После ухода гостей, уже поздно вечером, они опять остались наедине друг с дружкой.
Сколько ласки в этом выражении: «друг с дружкой». Едва ли и передашь ее на другом языке. Все в этих словах слилось: и преданная любовь, полное супружеское доверие, и радость близости, огражденное от докук райское блаженство, и безмятежное умиротворение, и шутливая нежность – все, все.
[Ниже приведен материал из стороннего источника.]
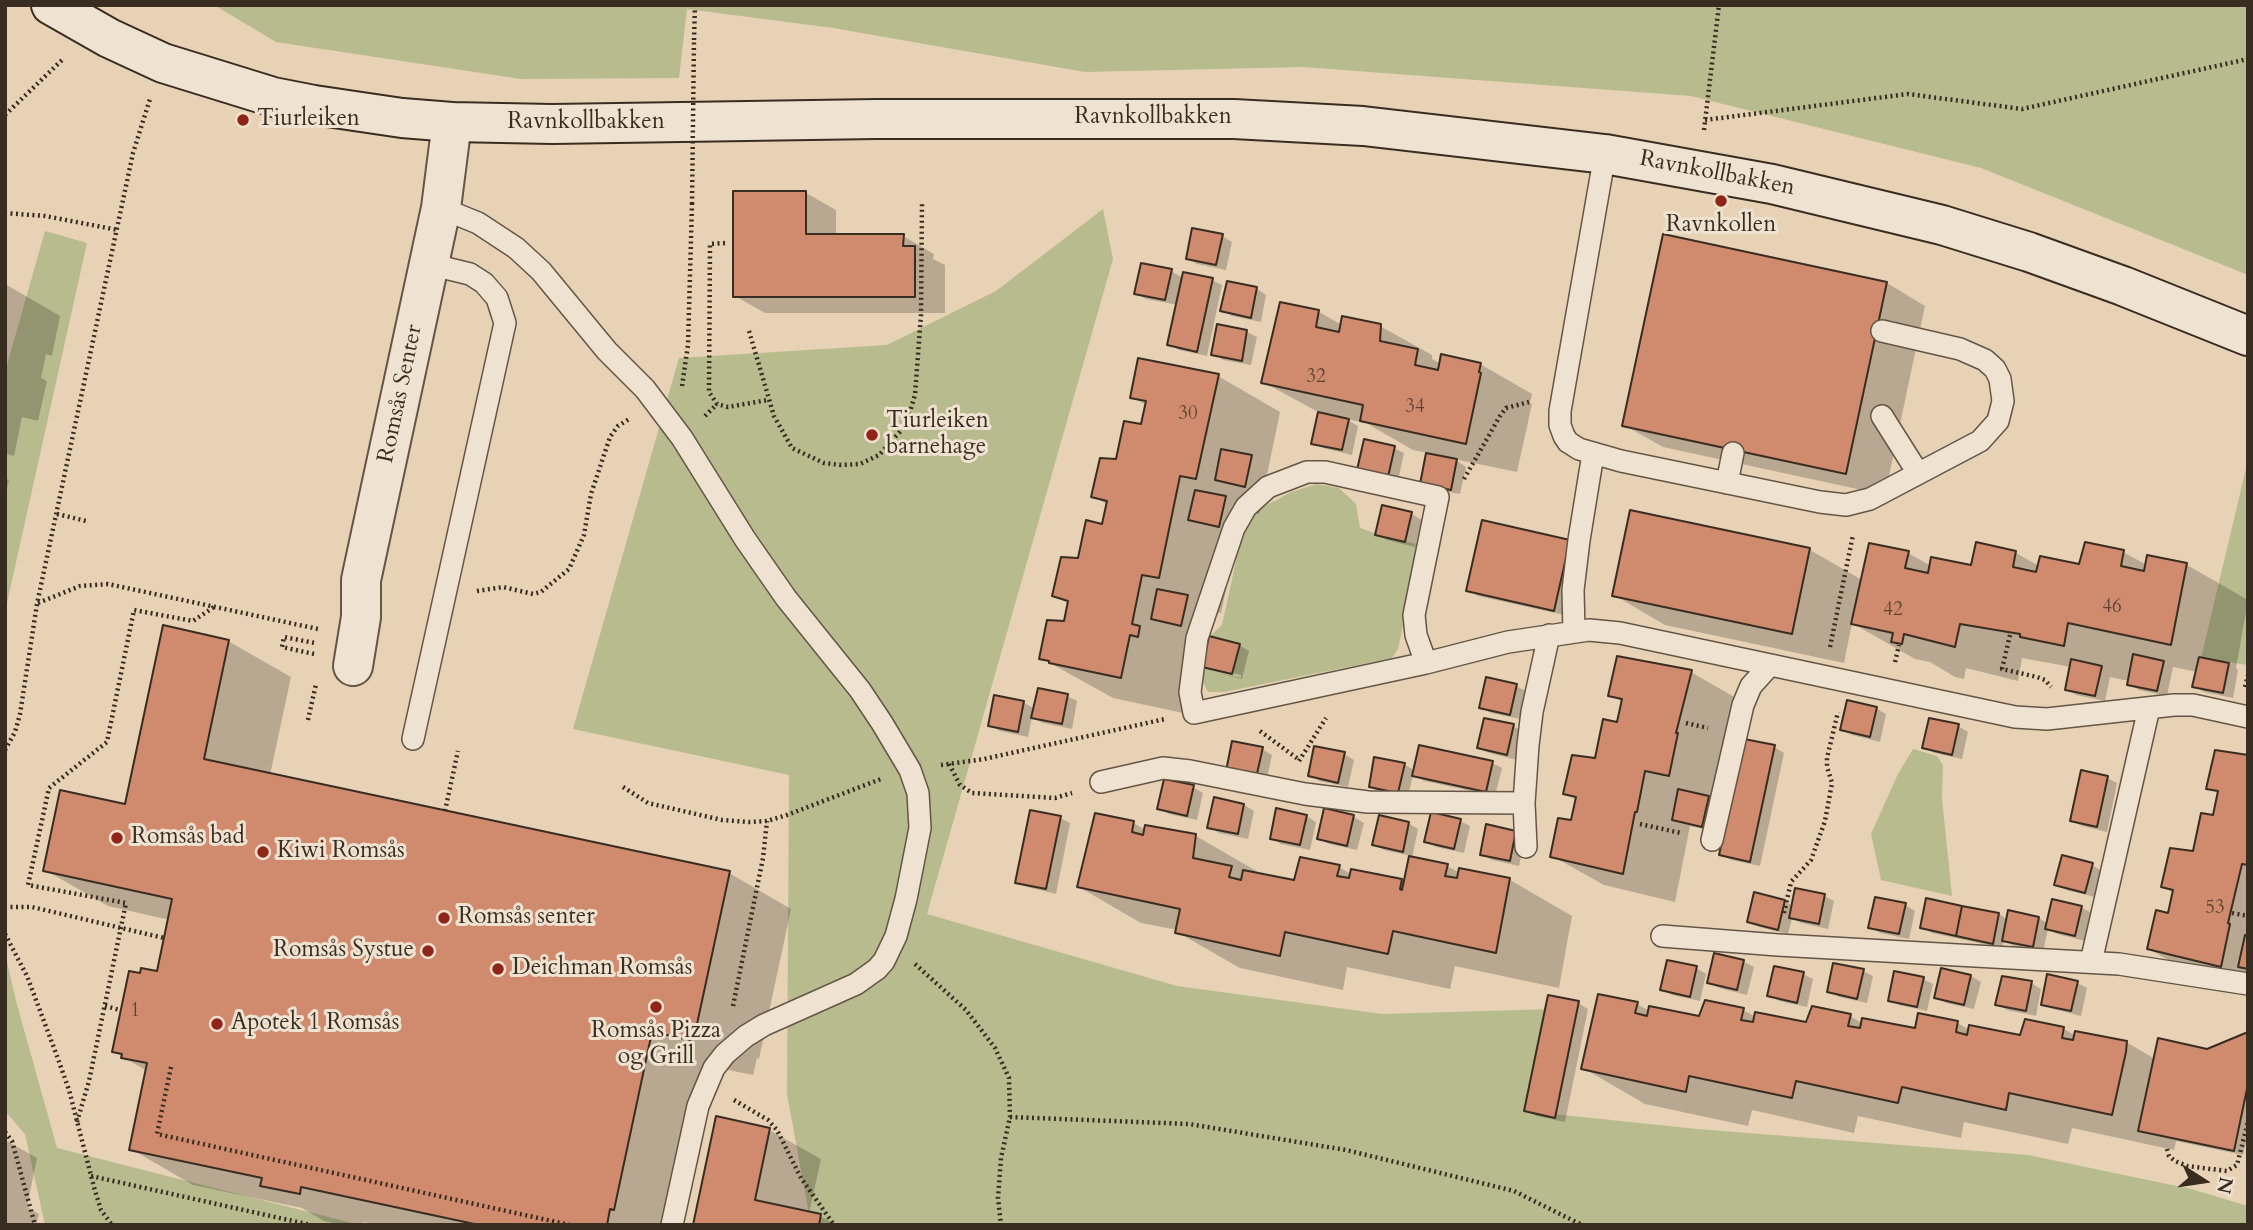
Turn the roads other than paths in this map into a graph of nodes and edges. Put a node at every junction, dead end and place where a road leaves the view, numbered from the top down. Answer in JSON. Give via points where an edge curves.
{"nodes":[{"id":1,"x":51,"y":5,"type":"edge"},
{"id":2,"x":452,"y":122,"type":"junction"},
{"id":3,"x":1605,"y":154,"type":"junction"},
{"id":4,"x":441,"y":208,"type":"junction"},
{"id":5,"x":429,"y":264,"type":"junction"},
{"id":6,"x":1882,"y":331,"type":"dead end"},
{"id":7,"x":2248,"y":336,"type":"edge"},
{"id":8,"x":1882,"y":416,"type":"dead end"},
{"id":9,"x":1733,"y":453,"type":"dead end"},
{"id":10,"x":1593,"y":454,"type":"junction"},
{"id":11,"x":1918,"y":473,"type":"junction"},
{"id":12,"x":1727,"y":483,"type":"junction"},
{"id":13,"x":1574,"y":632,"type":"junction"},
{"id":14,"x":1549,"y":635,"type":"junction"},
{"id":15,"x":1426,"y":663,"type":"junction"},
{"id":16,"x":1770,"y":665,"type":"junction"},
{"id":17,"x":336,"y":669,"type":"road end"},
{"id":18,"x":2149,"y":708,"type":"junction"},
{"id":19,"x":2248,"y":717,"type":"edge"},
{"id":20,"x":413,"y":739,"type":"dead end"},
{"id":21,"x":1101,"y":782,"type":"road end"},
{"id":22,"x":1524,"y":803,"type":"junction"},
{"id":23,"x":1712,"y":840,"type":"road end"},
{"id":24,"x":1526,"y":846,"type":"dead end"},
{"id":25,"x":1662,"y":936,"type":"dead end"},
{"id":26,"x":2091,"y":962,"type":"junction"},
{"id":27,"x":2248,"y":984,"type":"edge"},
{"id":28,"x":672,"y":1225,"type":"edge"}],
"edges":[{"from":1,"to":2,"type":"street","name":"Ravnkollbakken","via":[[163,63],[273,97],[375,115]]},
{"from":2,"to":3,"type":"street","name":"Ravnkollbakken","via":[[1234,118],[1363,126]]},
{"from":2,"to":4,"type":"street","name":"Romsås Senter"},
{"from":3,"to":7,"type":"street","name":"Ravnkollbakken","via":[[1819,194],[1942,225],[2123,286]]},
{"from":3,"to":10,"type":"lane","via":[[1561,398],[1560,425],[1567,442]]},
{"from":4,"to":5,"type":"street","name":"Romsås Senter"},
{"from":4,"to":28,"type":"lane","via":[[500,236],[533,264],[665,414],[765,569],[860,690],[896,744],[910,770],[920,806],[902,918],[884,961],[868,976],[746,1036],[725,1054],[698,1106]]},
{"from":5,"to":17,"type":"street","name":"Romsås Senter","via":[[361,580],[361,617]]},
{"from":5,"to":20,"type":"lane","via":[[470,274],[484,283],[497,298],[505,323]]},
{"from":6,"to":11,"type":"lane","via":[[1975,355],[1995,369],[2003,388],[2001,412],[1990,433]]},
{"from":8,"to":11,"type":"lane"},
{"from":9,"to":12,"type":"lane"},
{"from":10,"to":12,"type":"lane"},
{"from":10,"to":13,"type":"lane","via":[[1573,590]]},
{"from":11,"to":12,"type":"lane","via":[[1857,503],[1820,502]]},
{"from":13,"to":14,"type":"lane"},
{"from":13,"to":16,"type":"lane","via":[[1620,633]]},
{"from":14,"to":15,"type":"lane"},
{"from":14,"to":22,"type":"lane","via":[[1532,712]]},
{"from":15,"to":15,"type":"lane","via":[[1194,713],[1190,692],[1196,638],[1234,528],[1246,507],[1268,487],[1307,472],[1438,497],[1414,615]]},
{"from":16,"to":18,"type":"lane","via":[[2037,719]]},
{"from":16,"to":23,"type":"lane","via":[[1751,686],[1743,705]]},
{"from":18,"to":19,"type":"lane","via":[[2193,705]]},
{"from":18,"to":26,"type":"lane"},
{"from":21,"to":22,"type":"lane","via":[[1163,768],[1367,802]]},
{"from":22,"to":24,"type":"lane"},
{"from":25,"to":26,"type":"lane"},
{"from":26,"to":27,"type":"lane"}]}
Флора была даже милей и обворожительней обычного. Никогда еще ее уста не произносили слов столь ласковых и остроумных и – что всяких слов дороже – не дарили поцелуев столь пылких; никогда глаза не лучились такой радостью и вся она не сияла подобной красотой.
Рудольф не мог мысленно не отдать должное немецкому изречению о том, что милые бранятся – только тешатся.